Let say, if I cannot aford the price of a ECC memory capable build, what would the best practices to reduce these silent errors ?

I’ve read running RAIDZ could help, is it true ?

I’m pretty sure that subject have been already covered, please redirect me to the correct thread if so.

Thanks :slight_smile:

1 Like

It can help… but is a $250 embedded motherboard with 20 SATA ports, 10GBbE SFP+ built in, etc. really too expensive? This board is likely overkill for most users but it illustrates a point. Add a bit of RAM and you have a well-qualified NAS that ticks every box, including ECC.

2 Likes

Very interesting board! I was thinking about going with Ryzen for my upgrade, but this one seems to be more capable.

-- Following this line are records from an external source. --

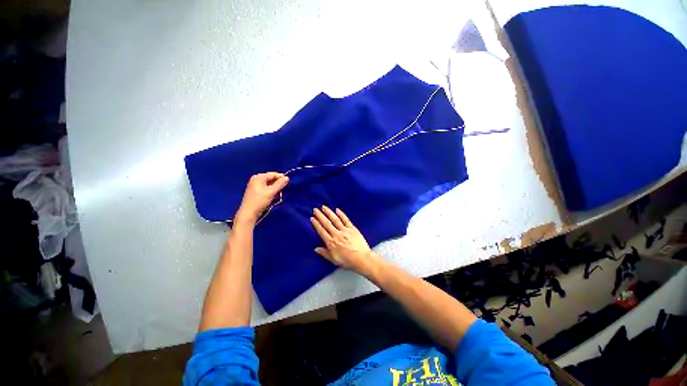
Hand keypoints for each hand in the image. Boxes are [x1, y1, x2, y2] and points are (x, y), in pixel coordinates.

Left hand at [235, 172, 288, 224]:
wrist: (249, 214)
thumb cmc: (259, 201)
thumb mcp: (271, 192)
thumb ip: (280, 184)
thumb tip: (287, 177)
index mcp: (258, 178)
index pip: (273, 174)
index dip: (281, 177)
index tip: (289, 182)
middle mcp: (256, 180)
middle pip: (271, 179)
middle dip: (278, 183)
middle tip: (285, 188)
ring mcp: (255, 186)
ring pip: (269, 185)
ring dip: (275, 188)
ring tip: (281, 192)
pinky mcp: (256, 193)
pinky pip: (266, 189)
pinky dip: (271, 191)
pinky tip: (275, 196)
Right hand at [310, 206, 379, 275]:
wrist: (362, 259)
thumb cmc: (348, 261)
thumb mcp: (334, 260)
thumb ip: (325, 253)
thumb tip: (316, 249)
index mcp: (331, 242)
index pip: (321, 231)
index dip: (316, 224)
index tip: (312, 218)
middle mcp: (337, 234)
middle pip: (327, 223)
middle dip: (320, 215)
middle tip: (315, 209)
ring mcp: (345, 230)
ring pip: (335, 219)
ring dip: (329, 212)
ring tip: (324, 207)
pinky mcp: (352, 228)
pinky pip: (346, 220)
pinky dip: (341, 214)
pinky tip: (337, 209)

Look harder into what ECC-capable builds cost…
DDR4 RDIMM is cheap. An ECC Ryzen build is not that much more expensive than a non-ECC one.

To be clear, while it is better to have ECC memory than Non-ECC memory, other factors do affect reliability.

For example, if you have to use Non-ECC memory and want better reliability;

  • Don’t over-clock memory
  • Keep heat down, air flow up, especially across the memory DIMMs
  • Use in a reduced dust environment

Now do those prevent bit flips?
No, they do not. But, they reduce the known causes of SOME bit flips.

5 Likes

I have had use a no-ecc build, and to avoid problems

  • 1 full memtest at months or 2
  • specific backup rotation for most important files (family photo, documents): in short, only adding new files without touch anything else

This strategy seems working good on short term, but on long term and with amount of file growing, became painfull/boring/error capable.

As you, was thinking about “ecc support cost too much”… but in reality i was just not hitting what market offers. Just search older components, i have 2 ecc build based on 7 gen Intel, the offsite One cost me less than 100€ (with 2 small disks)

2 Likes

…I’ve used non-ECC for years w/o a problem but maybe is because all my NASs use RaidZ2 ?

Let me fix that for you;

…I’ve used non-ECC for years w/o a KNOWN problem but maybe is because all my NASs use RaidZ2 ?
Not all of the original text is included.